Figure 6 schematically illustrates an analysis engine for analysing a test audio-visual data stream of the format described above according to embodiments of the present invention after it has been encoded by an encoding system under test. The basic components are the same as for the system illustrated in Figure 2. The individual video and audio data streams 616, 618 are provided as inputs to respective time code detection units 622, 624. Each time code detection unit is arranged to identify and decode the embedded video and audio time codes. Consequently in preferred embodiments the video time code detection unit 622 will be arranged to locate the sequence of coded black and white squares and determine the binary code represented by the particular sequence, thus identifying the individual frame number. The point in time at which each frame is received is also determined.
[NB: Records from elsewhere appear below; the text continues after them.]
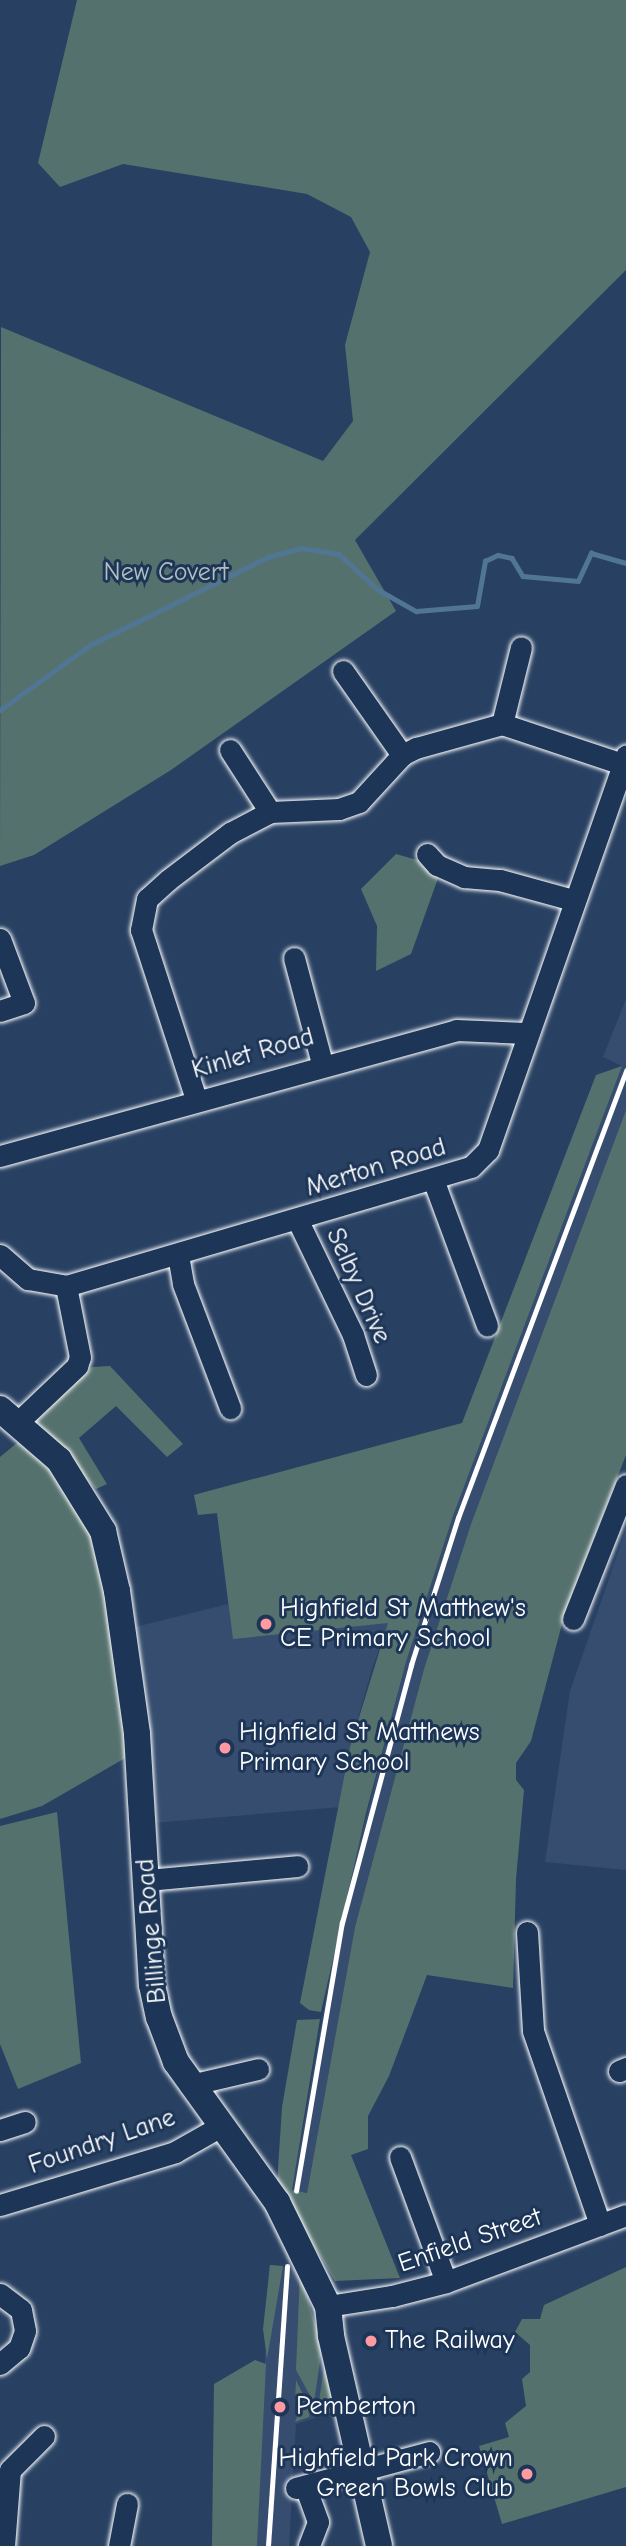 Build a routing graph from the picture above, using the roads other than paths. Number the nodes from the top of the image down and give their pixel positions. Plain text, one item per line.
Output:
1 (522, 648) dead end
2 (343, 671) dead end
3 (502, 724) junction
4 (230, 750) dead end
5 (402, 755) junction
6 (624, 759) edge
7 (270, 812) junction
8 (427, 854) dead end
9 (573, 900) junction
10 (0, 939) edge
11 (294, 958) dead end
12 (0, 1011) edge
13 (525, 1033) junction
14 (322, 1063) junction
15 (196, 1099) junction
16 (0, 1156) edge
17 (434, 1182) junction
18 (299, 1221) junction
19 (0, 1255) edge
20 (178, 1255) junction
21 (66, 1286) junction
22 (487, 1325) dead end
23 (366, 1375) dead end
24 (230, 1408) dead end
25 (8, 1416) edge
26 (626, 1485) edge
27 (573, 1619) dead end
28 (297, 1866) dead end
29 (147, 1880) junction
30 (527, 1932) dead end
31 (258, 2068) dead end
32 (190, 2085) junction
33 (25, 2122) dead end
34 (219, 2127) junction
35 (0, 2130) edge
36 (400, 2157) dead end
37 (0, 2206) edge
38 (626, 2215) edge
39 (600, 2225) junction
40 (446, 2282) junction
41 (0, 2294) edge
42 (328, 2305) junction
43 (0, 2364) edge
44 (44, 2436) dead end
45 (429, 2452) dead end
46 (362, 2469) junction
47 (127, 2504) dead end
48 (4, 2546) edge
49 (119, 2546) edge
50 (309, 2546) edge
51 (379, 2546) edge

1 - 3 street
2 - 5 street
3 - 5 street
3 - 6 street
4 - 7 street
5 - 7 street
6 - 9 street, Merton Road
7 - 15 street
8 - 9 street
9 - 13 street, Merton Road
10 - 12 street
11 - 14 street
13 - 14 street, Kinlet Road
13 - 17 street, Merton Road
14 - 15 street, Kinlet Road
15 - 16 street, Kinlet Road
17 - 18 street, Merton Road
17 - 22 street
18 - 20 street, Merton Road
18 - 23 street, Selby Drive
19 - 21 street, Merton Road
20 - 21 street, Merton Road
20 - 24 street
21 - 25 street
25 - 29 main road, Billinge Road
26 - 27 street
28 - 29 street
29 - 32 main road, Billinge Road
30 - 39 street
31 - 32 street
32 - 34 main road, Billinge Road
33 - 35 street
34 - 37 street, Foundry Lane
34 - 42 main road, Billinge Road
36 - 40 street
38 - 39 street, Enfield Street
39 - 40 street, Enfield Street
40 - 42 street, Enfield Street
41 - 43 street
42 - 46 main road, Billinge Road
44 - 48 street
45 - 46 street
46 - 50 street
46 - 51 main road, Billinge Road
47 - 49 street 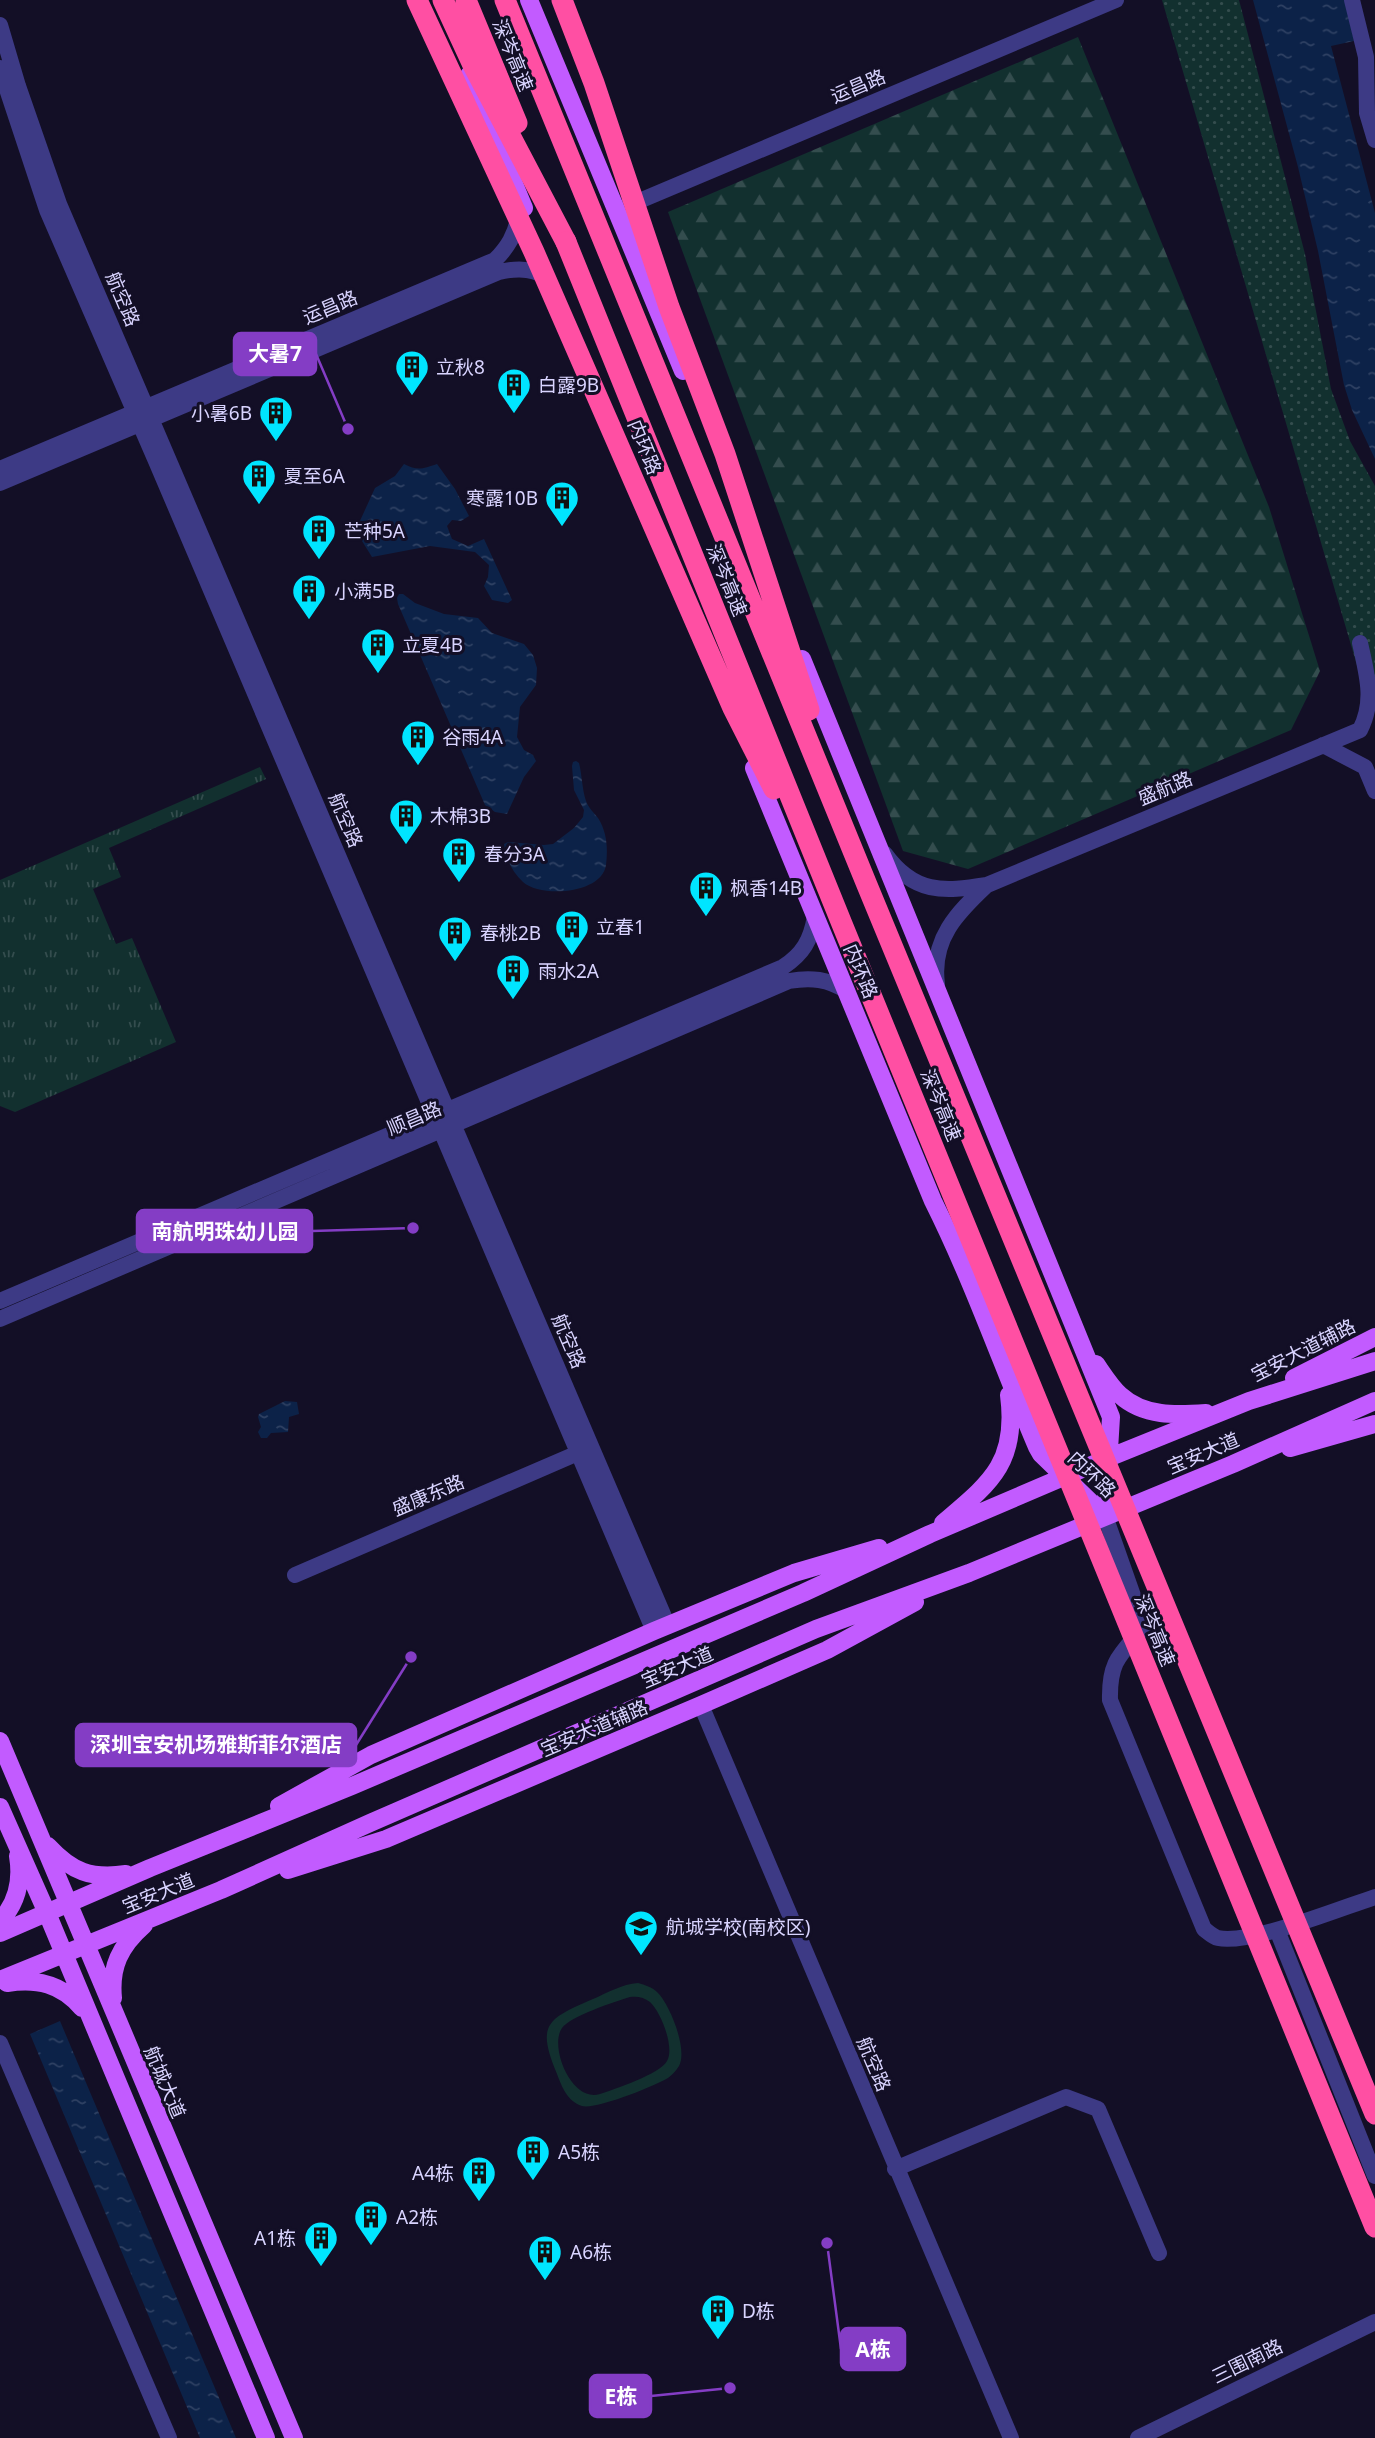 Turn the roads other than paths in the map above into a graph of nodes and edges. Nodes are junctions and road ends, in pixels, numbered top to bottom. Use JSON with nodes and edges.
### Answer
{"nodes":[{"id":1,"x":416,"y":0,"type":"edge"},
{"id":2,"x":438,"y":0,"type":"edge"},
{"id":3,"x":443,"y":0,"type":"edge"},
{"id":4,"x":466,"y":0,"type":"edge"},
{"id":5,"x":505,"y":0,"type":"edge"},
{"id":6,"x":529,"y":0,"type":"edge"},
{"id":7,"x":562,"y":0,"type":"edge"},
{"id":8,"x":568,"y":0,"type":"edge"},
{"id":9,"x":1116,"y":0,"type":"edge"},
{"id":10,"x":1352,"y":0,"type":"edge"},
{"id":11,"x":0,"y":25,"type":"edge"},
{"id":12,"x":0,"y":68,"type":"edge"},
{"id":13,"x":594,"y":83,"type":"junction"},
{"id":14,"x":1375,"y":140,"type":"edge"},
{"id":15,"x":519,"y":196,"type":"junction"},
{"id":16,"x":617,"y":211,"type":"junction"},
{"id":17,"x":566,"y":242,"type":"junction"},
{"id":18,"x":556,"y":285,"type":"junction"},
{"id":19,"x":143,"y":415,"type":"junction"},
{"id":20,"x":0,"y":469,"type":"edge"},
{"id":21,"x":0,"y":483,"type":"edge"},
{"id":22,"x":1360,"y":643,"type":"dead end"},
{"id":23,"x":1323,"y":746,"type":"junction"},
{"id":24,"x":1375,"y":791,"type":"edge"},
{"id":25,"x":877,"y":844,"type":"junction"},
{"id":26,"x":867,"y":885,"type":"junction"},
{"id":27,"x":987,"y":885,"type":"junction"},
{"id":28,"x":815,"y":916,"type":"junction"},
{"id":29,"x":842,"y":924,"type":"junction"},
{"id":30,"x":847,"y":991,"type":"junction"},
{"id":31,"x":939,"y":994,"type":"junction"},
{"id":32,"x":444,"y":1120,"type":"junction"},
{"id":33,"x":0,"y":1301,"type":"edge"},
{"id":34,"x":0,"y":1319,"type":"edge"},
{"id":35,"x":1375,"y":1337,"type":"edge"},
{"id":36,"x":1083,"y":1348,"type":"junction"},
{"id":37,"x":1375,"y":1361,"type":"edge"},
{"id":38,"x":1005,"y":1373,"type":"junction"},
{"id":39,"x":1249,"y":1401,"type":"junction"},
{"id":40,"x":1375,"y":1401,"type":"edge"},
{"id":41,"x":1219,"y":1413,"type":"junction"},
{"id":42,"x":1375,"y":1424,"type":"edge"},
{"id":43,"x":578,"y":1453,"type":"junction"},
{"id":44,"x":1108,"y":1458,"type":"junction"},
{"id":45,"x":1233,"y":1464,"type":"junction"},
{"id":46,"x":1065,"y":1476,"type":"junction"},
{"id":47,"x":1105,"y":1516,"type":"junction"},
{"id":48,"x":930,"y":1534,"type":"junction"},
{"id":49,"x":969,"y":1573,"type":"junction"},
{"id":50,"x":295,"y":1575,"type":"dead end"},
{"id":51,"x":661,"y":1629,"type":"junction"},
{"id":52,"x":701,"y":1705,"type":"junction"},
{"id":53,"x":0,"y":1741,"type":"edge"},
{"id":54,"x":0,"y":1807,"type":"edge"},
{"id":55,"x":13,"y":1836,"type":"junction"},
{"id":56,"x":40,"y":1838,"type":"junction"},
{"id":57,"x":218,"y":1840,"type":"junction"},
{"id":58,"x":150,"y":1868,"type":"junction"},
{"id":59,"x":221,"y":1890,"type":"junction"},
{"id":60,"x":1375,"y":1897,"type":"edge"},
{"id":61,"x":68,"y":1904,"type":"junction"},
{"id":62,"x":47,"y":1913,"type":"junction"},
{"id":63,"x":161,"y":1914,"type":"junction"},
{"id":64,"x":0,"y":1921,"type":"edge"},
{"id":65,"x":1277,"y":1930,"type":"junction"},
{"id":66,"x":0,"y":1933,"type":"edge"},
{"id":67,"x":85,"y":1945,"type":"junction"},
{"id":68,"x":64,"y":1954,"type":"junction"},
{"id":69,"x":0,"y":1982,"type":"edge"},
{"id":70,"x":114,"y":2016,"type":"junction"},
{"id":71,"x":94,"y":2026,"type":"junction"},
{"id":72,"x":0,"y":2043,"type":"edge"},
{"id":73,"x":1375,"y":2114,"type":"edge"},
{"id":74,"x":895,"y":2169,"type":"junction"},
{"id":75,"x":1375,"y":2176,"type":"edge"},
{"id":76,"x":1375,"y":2227,"type":"edge"},
{"id":77,"x":1159,"y":2253,"type":"dead end"},
{"id":78,"x":1375,"y":2322,"type":"edge"},
{"id":79,"x":169,"y":2438,"type":"edge"},
{"id":80,"x":266,"y":2438,"type":"edge"},
{"id":81,"x":293,"y":2438,"type":"edge"},
{"id":82,"x":1011,"y":2438,"type":"edge"},
{"id":83,"x":1138,"y":2438,"type":"edge"}],
"edges":[{"from":1,"to":29,"type":"highway","bridge":true},
{"from":2,"to":15,"type":"main road","name":"内环路"},
{"from":3,"to":17,"type":"highway"},
{"from":4,"to":17,"type":"highway","name":"深岑高速"},
{"from":5,"to":26,"type":"highway","name":"深岑高速","bridge":true},
{"from":6,"to":16,"type":"main road","name":"内环路"},
{"from":7,"to":13,"type":"highway","bridge":true},
{"from":8,"to":13,"type":"highway","bridge":true},
{"from":9,"to":16,"type":"street","name":"运昌路"},
{"from":10,"to":14,"type":"street"},
{"from":11,"to":19,"type":"street","name":"航空路"},
{"from":12,"to":19,"type":"street","name":"航空路"},
{"from":13,"to":26,"type":"highway","bridge":true},
{"from":15,"to":18,"type":"main road","name":"内环路"},
{"from":15,"to":19,"type":"street","name":"运昌路"},
{"from":16,"to":25,"type":"main road","name":"内环路"},
{"from":17,"to":29,"type":"highway","name":"深岑高速","bridge":true},
{"from":18,"to":19,"type":"street","name":"运昌路"},
{"from":18,"to":28,"type":"main road","name":"内环路"},
{"from":19,"to":20,"type":"street","name":"运昌路"},
{"from":19,"to":21,"type":"street","name":"运昌路"},
{"from":19,"to":32,"type":"street","name":"航空路"},
{"from":22,"to":23,"type":"street","name":"盛航路"},
{"from":23,"to":24,"type":"street"},
{"from":23,"to":27,"type":"street","name":"盛航路"},
{"from":25,"to":27,"type":"street"},
{"from":25,"to":31,"type":"main road","name":"内环路"},
{"from":26,"to":73,"type":"highway","name":"深岑高速","bridge":true},
{"from":27,"to":31,"type":"street"},
{"from":28,"to":30,"type":"main road","name":"内环路"},
{"from":28,"to":32,"type":"street","name":"顺昌路"},
{"from":29,"to":76,"type":"highway","name":"深岑高速","bridge":true},
{"from":30,"to":32,"type":"street","name":"顺昌路"},
{"from":30,"to":38,"type":"main road","name":"内环路"},
{"from":31,"to":36,"type":"main road","name":"内环路"},
{"from":32,"to":33,"type":"street","name":"顺昌路"},
{"from":32,"to":34,"type":"street","name":"顺昌路"},
{"from":32,"to":43,"type":"street","name":"航空路"},
{"from":32,"to":51,"type":"street","name":"航空路"},
{"from":35,"to":39,"type":"main road","name":"宝安大道辅路"},
{"from":36,"to":41,"type":"main road"},
{"from":36,"to":44,"type":"main road","name":"内环路"},
{"from":37,"to":39,"type":"main road","name":"宝安大道"},
{"from":38,"to":46,"type":"main road","name":"内环路"},
{"from":38,"to":48,"type":"main road"},
{"from":39,"to":41,"type":"main road","name":"宝安大道"},
{"from":40,"to":45,"type":"main road","name":"宝安大道"},
{"from":41,"to":44,"type":"main road","name":"宝安大道"},
{"from":42,"to":45,"type":"main road"},
{"from":43,"to":50,"type":"street","name":"盛康东路"},
{"from":43,"to":51,"type":"street","name":"航空路"},
{"from":44,"to":46,"type":"main road","name":"宝安大道"},
{"from":44,"to":47,"type":"main road","name":"内环路"},
{"from":45,"to":47,"type":"main road","name":"宝安大道"},
{"from":46,"to":47,"type":"main road","name":"内环路"},
{"from":46,"to":48,"type":"main road","name":"宝安大道"},
{"from":47,"to":49,"type":"main road","name":"宝安大道"},
{"from":47,"to":65,"type":"street"},
{"from":48,"to":51,"type":"main road"},
{"from":48,"to":57,"type":"main road","name":"宝安大道"},
{"from":49,"to":52,"type":"main road","name":"宝安大道辅路"},
{"from":49,"to":59,"type":"main road","name":"宝安大道"},
{"from":51,"to":57,"type":"main road"},
{"from":52,"to":59,"type":"main road","name":"宝安大道辅路"},
{"from":52,"to":74,"type":"street","name":"航空路"},
{"from":53,"to":56,"type":"main road","name":"航城大道"},
{"from":54,"to":55,"type":"main road"},
{"from":55,"to":62,"type":"main road"},
{"from":55,"to":64,"type":"main road"},
{"from":56,"to":58,"type":"main road"},
{"from":56,"to":61,"type":"main road","name":"航城大道"},
{"from":57,"to":58,"type":"main road","name":"宝安大道"},
{"from":58,"to":61,"type":"main road","name":"宝安大道"},
{"from":59,"to":63,"type":"main road","name":"宝安大道"},
{"from":60,"to":65,"type":"street"},
{"from":61,"to":62,"type":"main road","name":"宝安大道"},
{"from":61,"to":67,"type":"main road","name":"航城大道"},
{"from":62,"to":66,"type":"main road","name":"宝安大道"},
{"from":62,"to":68,"type":"main road"},
{"from":63,"to":67,"type":"main road","name":"宝安大道"},
{"from":63,"to":70,"type":"main road"},
{"from":65,"to":75,"type":"street"},
{"from":67,"to":68,"type":"main road","name":"宝安大道"},
{"from":67,"to":70,"type":"main road","name":"航城大道"},
{"from":68,"to":69,"type":"main road","name":"宝安大道"},
{"from":68,"to":71,"type":"main road"},
{"from":69,"to":71,"type":"main road"},
{"from":70,"to":81,"type":"main road","name":"航城大道"},
{"from":71,"to":80,"type":"main road"},
{"from":72,"to":79,"type":"street"},
{"from":74,"to":77,"type":"street"},
{"from":74,"to":82,"type":"street","name":"航空路"},
{"from":78,"to":83,"type":"street","name":"三围南路"}]}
Equally, the audio time code detection unit 624 is preferably arranged to perform the necessary frequency analysis on the embedded audio time code to determine the present frequency components and thus the represented binary code. The relevant output signals from the time code detection units are provided to a time comparison unit 626 that is arranged to determine any time delay between the audio and video data streams on the basis of the time of receipt of corresponding portions of the data streams, as identified by the relevant embedded time codes. Any time delay is provided as an input to a report and/or alert unit 628 that is arranged to determine if the time delay exceeds certain predetermined parameters that may, for example, be stored as a look up table in local data storage 630.
Since each frame of the encoded audio-visual data stream is individually identified by its respective embedded time code, the analysis engine is capable of determining the relative positions of the separate audio and video data streams within the space of a single frame and can provide audio/video time delay information for each frame, as opposed to delay information only for each video/audio 'event' as is the case with the scheme discussed in the applicant's co-pending application. Consequently, the apparatus and method of the present invention allows improved speed of providing the delay information and improved resolution of the delay information.